I have bounced around numerous career paths, as many typically do when they’re attempting to choose the one thing that they want to spend most of their life doing.

It can be a daunting task and it’s certainly not something that I take lightly.

Originally, when I was majoring in film (something that will forever be an unabashed joy of mine), the general responses I received when I shared this information were off-putting, to say the least.

People looked at me with utter puzzlement and concern, as though I had professed a love for grave robbing or wanted to become a nudist hermit on Easter Island.

We live in a world where it is incredibly easy to share opinions (no matter what they may be).

Although that can be a valuable thing, it can also be an unnecessarily obtrusive element to everyday living.

I don’t know when the line between common decency and “free speech” was blurred, but it feels like an all too frequent happenstance in which I hear very pointed remarks regarding choices that have absolutely nothing to do with the person voicing them.

I have always considered the possibility of teaching, which is something that I know would make me happy, if I eventually settled on it as a permanent choice.

When others discovered this, I almost always heard, “well you know it’s almost impossible to find teaching jobs these days.”

Thank you, random man in the store, for making me completely reconsider my professional prospects.

I’ll be damned, you’ve somehow changed my entire mindset on life itself by feeding me vague statistics about teaching unemployment rates.

I have yet to officially decide what I want to do.

For now I’ve settled on a “top five” group of choices that routinely float around my mind and connect to the subjects and interests that bring me the most happiness and fulfillment.

I realize that not everything I like and want to seek-out in my life will resonate with each individual that I come across.

The same goes for my opinions on other people’s decisions about their lives as well.

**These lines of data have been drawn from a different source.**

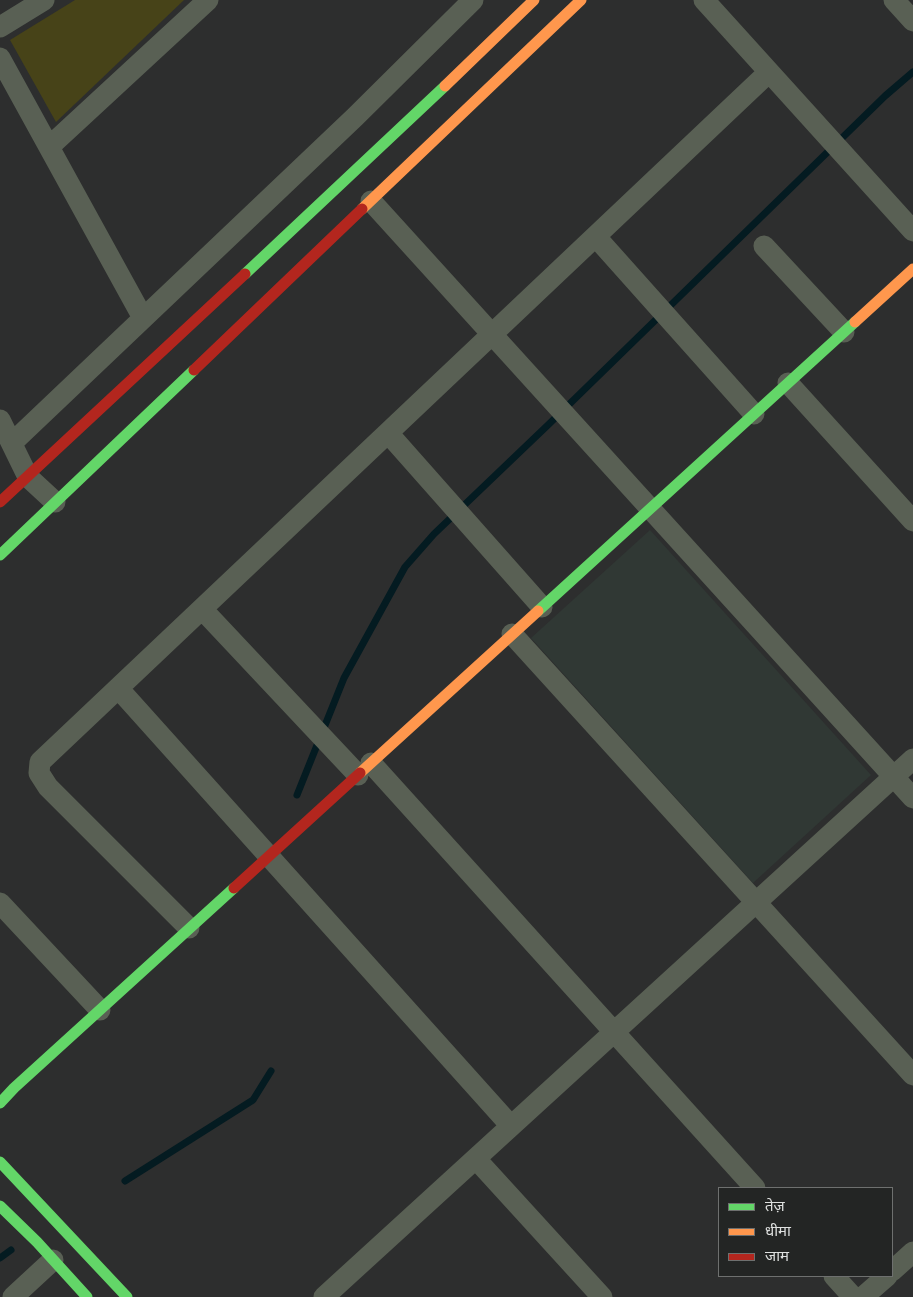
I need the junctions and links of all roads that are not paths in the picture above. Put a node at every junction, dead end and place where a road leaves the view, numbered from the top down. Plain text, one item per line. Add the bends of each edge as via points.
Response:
1 (44, 0) edge
2 (208, 0) edge
3 (473, 0) edge
4 (534, 0) edge
5 (581, 0) edge
6 (704, 0) edge
7 (894, 0) edge
8 (913, 21) edge
9 (0, 27) edge
10 (0, 58) edge
11 (769, 72) junction
12 (49, 147) junction
13 (371, 201) junction
14 (913, 231) edge
15 (596, 236) junction
16 (764, 246) dead end
17 (913, 269) edge
18 (143, 318) junction
19 (844, 332) junction
20 (492, 334) junction
21 (788, 383) junction
22 (754, 414) junction
23 (0, 420) edge
24 (388, 433) junction
25 (12, 443) junction
26 (28, 477) junction
27 (0, 502) edge
28 (55, 502) junction
29 (650, 508) junction
30 (913, 520) edge
31 (0, 554) edge
32 (542, 607) junction
33 (202, 609) junction
34 (512, 634) junction
35 (118, 688) junction
36 (913, 759) edge
37 (364, 769) junction
38 (894, 776) junction
39 (913, 798) edge
40 (269, 856) junction
41 (756, 902) junction
42 (0, 904) edge
43 (189, 928) junction
44 (100, 1010) junction
45 (614, 1032) junction
46 (913, 1075) edge
47 (0, 1103) edge
48 (511, 1126) junction
49 (476, 1159) junction
50 (0, 1162) edge
51 (754, 1187) edge
52 (0, 1206) edge
53 (913, 1252) edge
54 (53, 1260) junction
55 (893, 1270) edge
56 (835, 1277) edge
57 (886, 1277) edge
58 (336, 1293) edge
59 (13, 1297) edge
60 (86, 1297) edge
61 (127, 1297) edge
62 (602, 1297) edge
63 (853, 1297) edge
64 (864, 1297) edge

1 - 9 street
2 - 12 street
3 - 18 street
4 - 26 street via 375,154
5 - 13 street
6 - 11 street
7 - 8 street
10 - 12 street
11 - 14 street
11 - 15 street
12 - 18 street
13 - 20 street
13 - 28 street
15 - 20 street
15 - 22 street
16 - 19 street
17 - 19 street
18 - 25 street
19 - 21 street
20 - 24 street
20 - 29 street
21 - 22 street
21 - 30 street
22 - 29 street
23 - 25 street
24 - 32 street
24 - 33 street
25 - 26 street
26 - 27 street
26 - 28 street
28 - 31 street
29 - 32 street
29 - 38 street
32 - 34 street
33 - 35 street
33 - 37 street via 333,748
34 - 37 street
34 - 41 street
35 - 40 street
35 - 43 street via 40,762 40,773 48,787
36 - 38 street
37 - 40 street
37 - 45 street
38 - 39 street
38 - 41 street
40 - 43 street
40 - 48 street
41 - 45 street
41 - 46 street
42 - 44 street
43 - 44 street
44 - 47 street
45 - 48 street
45 - 51 street
48 - 49 street
49 - 58 street
49 - 62 street
50 - 61 street
52 - 54 street
53 - 55 street
54 - 59 street
54 - 60 street
56 - 63 street
57 - 64 street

However, it has never occurred to me to openly criticize or show disdain for a subject that someone else is getting an education for and majoring in.

To each their own and no matter what you may want, it’s entirely up to you to strive to get it.

Of course there are always going to be jobs that are more challenging, more competitive and more difficult to obtain.

Yet, if a person is willing to put forth the effort to get there and they deem it worth that added effort, then why the hell shouldn’t they do it?